YOUR INSTRUCTIONS –
Please find all lines containing "road" in the listing below and copy them.
-*-*-
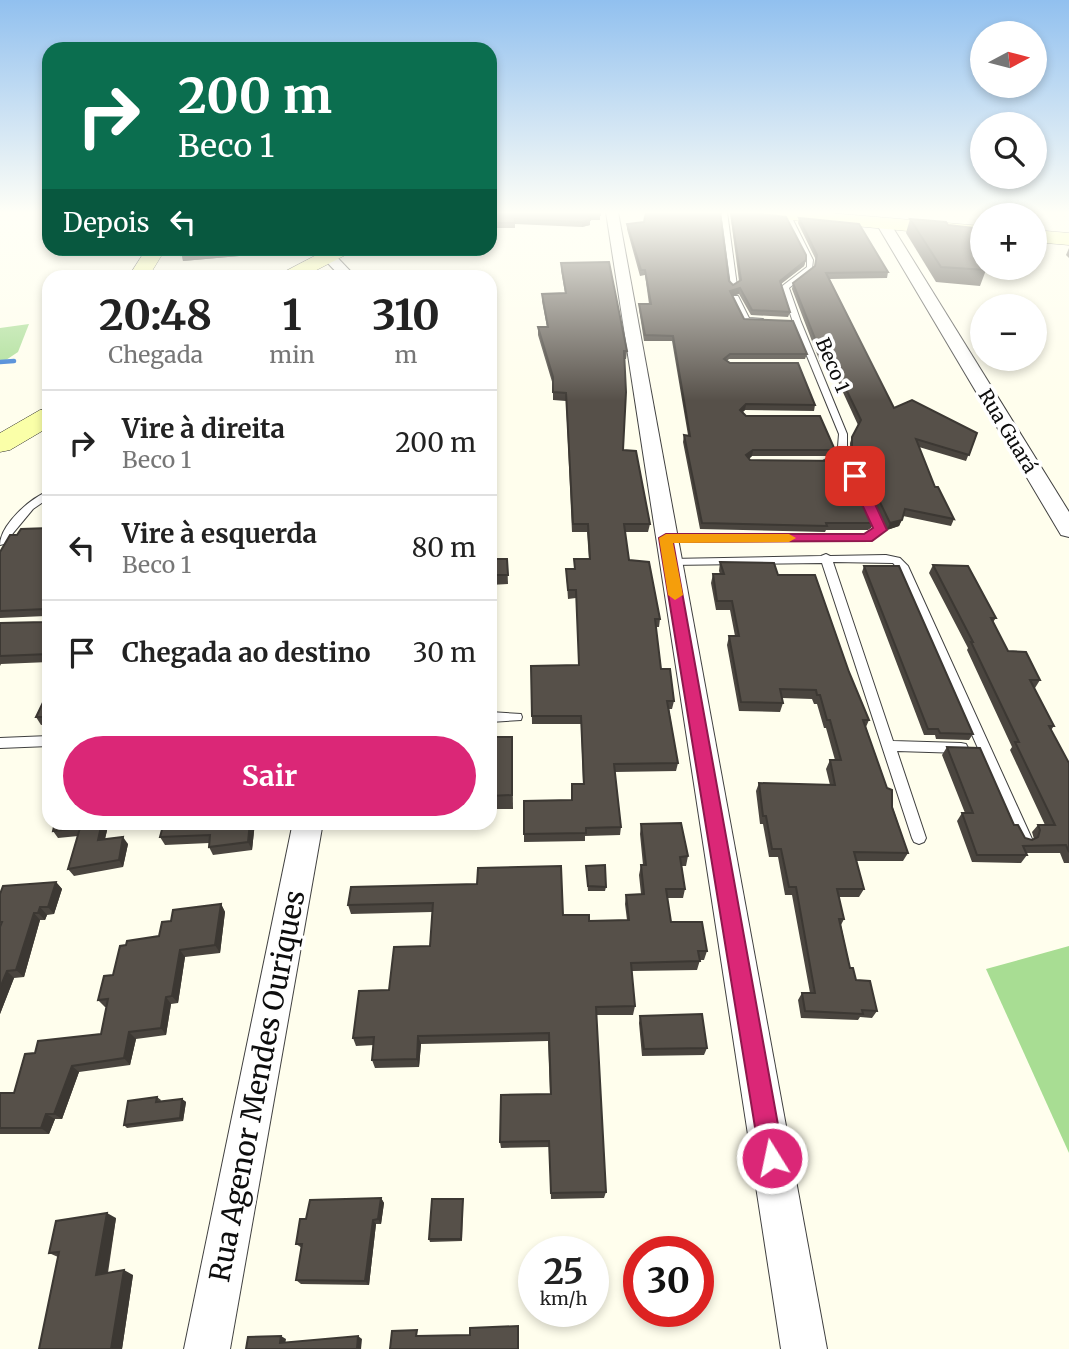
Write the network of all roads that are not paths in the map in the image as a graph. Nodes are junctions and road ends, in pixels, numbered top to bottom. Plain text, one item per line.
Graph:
1 (622, 275) edge
2 (733, 275) edge
3 (801, 275) edge
4 (914, 275) edge
5 (734, 286) edge
6 (735, 298) edge
7 (775, 321) edge
8 (786, 321) edge
9 (797, 322) junction
10 (802, 364) edge
11 (814, 364) junction
12 (42, 411) edge
13 (824, 417) edge
14 (837, 417) junction
15 (42, 420) edge
16 (10, 438) edge
17 (816, 462) edge
18 (842, 462) joint
19 (855, 476) edge
20 (42, 499) edge
21 (7, 530) junction
22 (21, 530) edge
23 (1069, 530) edge
24 (0, 542) edge
25 (668, 550) junction
26 (826, 557) junction
27 (497, 717) edge
28 (516, 717) dead end
29 (42, 741) edge
30 (0, 743) edge
31 (889, 746) junction
32 (986, 748) junction
33 (306, 830) edge
34 (919, 838) dead end
35 (1025, 839) edge
36 (207, 1349) edge
37 (804, 1349) edge

1 - 25 street
2 - 5 lane
3 - 9 lane, Beco 1
4 - 23 street, Rua Guará
6 - 7 lane
8 - 9 lane
9 - 11 lane, Beco 1
10 - 11 lane
11 - 14 lane, Beco 1
12 - 16 main road
13 - 14 lane
14 - 18 lane, Beco 1
15 - 16 main road
17 - 18 lane
19 - 25 lane
20 - 21 lane
21 - 22 lane
21 - 24 lane
25 - 26 lane
25 - 37 street
26 - 31 lane
26 - 32 lane
27 - 28 lane
29 - 30 lane
31 - 32 lane
31 - 34 lane
32 - 35 lane
33 - 36 street, Rua Agenor Mendes Ouriques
-*-*-
RESULT BELOW –
Write the network of all roads that are not paths in the map in the image as a graph. Nodes are junctions and road ends, in pixels, numbered top to bottom. Plain text, one item per line.
12 - 16 main road
15 - 16 main road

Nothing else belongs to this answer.